When U-boats leaving French ports were regularly located on the surface at night by radar-equipped aircraft, Donitz had his submarines travel on the surface in daylight and gave them a heavy anti-aircraft armament to shoot down those planes. But Allied warplanes, some firing rockets, were soon able to outgun the U-boats. By then Donitz had outfitted several of his U-boats with snorkels that permitted his submarines to remain submerged indefinitely but impeded their speed. When Donitz attempted to keep his submarines away from port by refueling and respelling them with food and torpedoes at sea, Allied code breakers led sub killers to the transmitted rendezvous site where they were successful in preventing this practice.

At every turn the U-boat effort was frustrated.

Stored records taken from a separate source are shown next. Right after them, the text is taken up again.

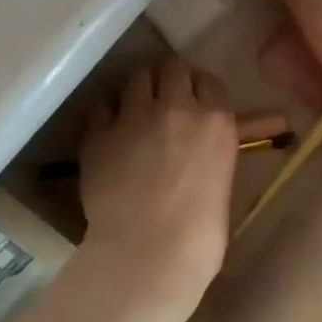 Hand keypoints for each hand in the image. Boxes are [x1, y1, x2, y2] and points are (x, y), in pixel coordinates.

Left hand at [77, 55, 237, 321]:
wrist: (148, 255)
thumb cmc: (200, 233)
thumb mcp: (222, 180)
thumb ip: (214, 148)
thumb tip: (207, 140)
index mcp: (216, 120)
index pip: (209, 81)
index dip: (200, 89)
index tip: (196, 102)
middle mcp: (176, 107)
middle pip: (172, 67)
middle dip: (170, 79)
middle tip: (165, 99)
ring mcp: (134, 117)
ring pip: (135, 77)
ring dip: (139, 90)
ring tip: (136, 110)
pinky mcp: (99, 133)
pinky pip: (103, 106)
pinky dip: (109, 113)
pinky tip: (111, 130) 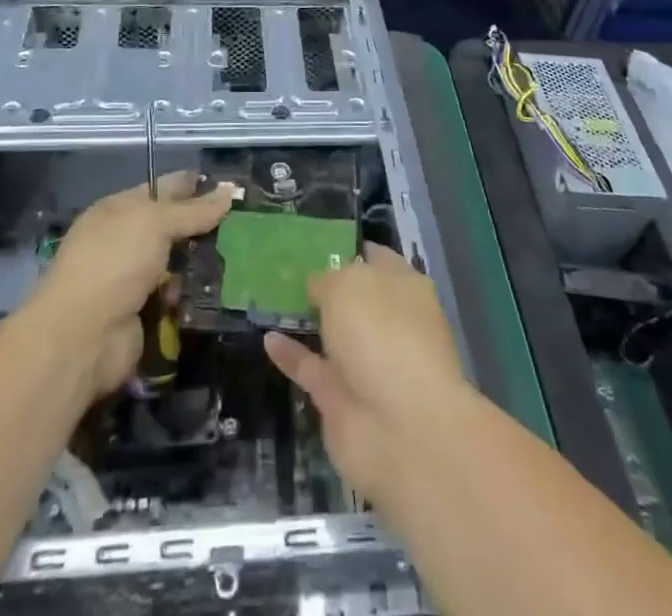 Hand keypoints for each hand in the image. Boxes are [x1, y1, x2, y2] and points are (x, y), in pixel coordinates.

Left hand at [33, 171, 234, 397]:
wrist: (82, 338)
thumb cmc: (114, 263)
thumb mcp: (155, 223)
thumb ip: (193, 209)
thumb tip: (229, 190)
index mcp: (119, 209)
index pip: (162, 188)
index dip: (193, 185)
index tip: (229, 187)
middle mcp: (125, 241)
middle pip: (172, 227)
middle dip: (203, 227)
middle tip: (243, 226)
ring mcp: (133, 278)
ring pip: (177, 262)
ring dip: (202, 263)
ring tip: (240, 258)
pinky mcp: (144, 313)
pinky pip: (176, 296)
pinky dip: (193, 295)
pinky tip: (221, 291)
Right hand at [264, 245, 471, 505]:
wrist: (402, 431)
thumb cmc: (384, 336)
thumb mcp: (349, 286)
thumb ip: (328, 280)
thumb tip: (317, 286)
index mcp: (404, 287)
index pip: (375, 258)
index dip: (347, 248)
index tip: (314, 240)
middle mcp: (389, 322)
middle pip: (354, 297)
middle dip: (326, 285)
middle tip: (286, 268)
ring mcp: (368, 363)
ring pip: (334, 334)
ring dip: (308, 321)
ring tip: (270, 300)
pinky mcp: (343, 400)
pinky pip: (312, 368)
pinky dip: (292, 355)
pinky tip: (267, 339) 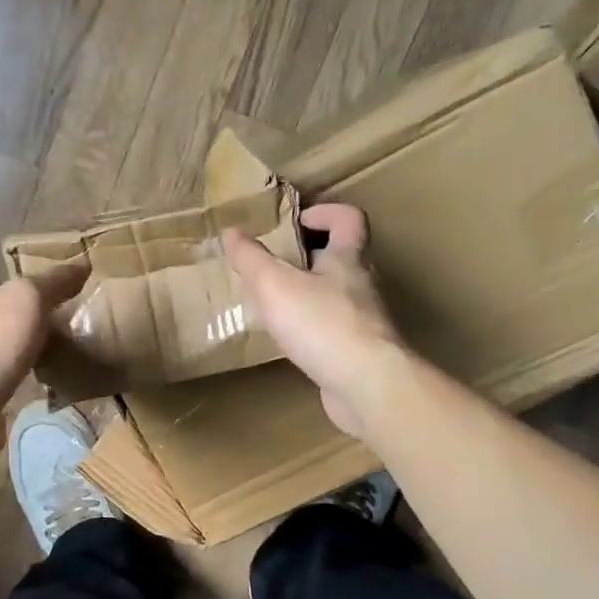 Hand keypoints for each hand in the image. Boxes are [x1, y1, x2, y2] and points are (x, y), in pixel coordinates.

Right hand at [222, 204, 406, 440]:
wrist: (367, 386)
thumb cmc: (322, 324)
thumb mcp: (275, 285)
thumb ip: (251, 258)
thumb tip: (231, 231)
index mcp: (348, 258)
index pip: (349, 218)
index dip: (326, 212)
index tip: (297, 221)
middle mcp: (362, 285)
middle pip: (342, 257)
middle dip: (310, 255)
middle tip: (276, 263)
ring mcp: (365, 321)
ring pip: (338, 295)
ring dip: (310, 293)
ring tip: (276, 302)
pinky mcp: (361, 352)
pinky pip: (335, 329)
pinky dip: (314, 328)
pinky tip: (292, 340)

A new type of U-boat extended the submarine s range, but the new U-boats arrived too late to play a role. Allied bombers had also contributed to the U-boat campaign by damaging shipyards and blasting submarines at their bases. RAF fighter aircraft, attacking with rockets and bombs and laying mines, made it impossible for new U-boats to carry out trials and training in the Baltic.

The war in Europe ended in early May 1945, the Battle of the Atlantic had been won, but at great cost. U-boats sank more than 3,500 merchant ships, including 2,572 ships in the Atlantic. U-boats also sunk 175 naval warships and armed auxiliaries. More than 30,000 merchant seamen and sailors had died in those burning and sinking ships. Added to the toll were thousands of Allied sailors and airmen. The Germans lost 784 U-boats and, of the 40,900 men recruited for submarine service, 28,000 died and 5,000 were taken prisoner. Both of Donitz sons died, one in a U-boat, the other on a torpedo boat.

The Battle of the Atlantic, the only campaign to extend throughout the entire war, was always seesawing between victory and defeat for the Allies. “The only thing that ever really frightened me during the war was the U-boat peril…” wrote Prime Minister Churchill, “I was even more anxious about this battle that I had been about the glorious air fight called the Battle of Britain.”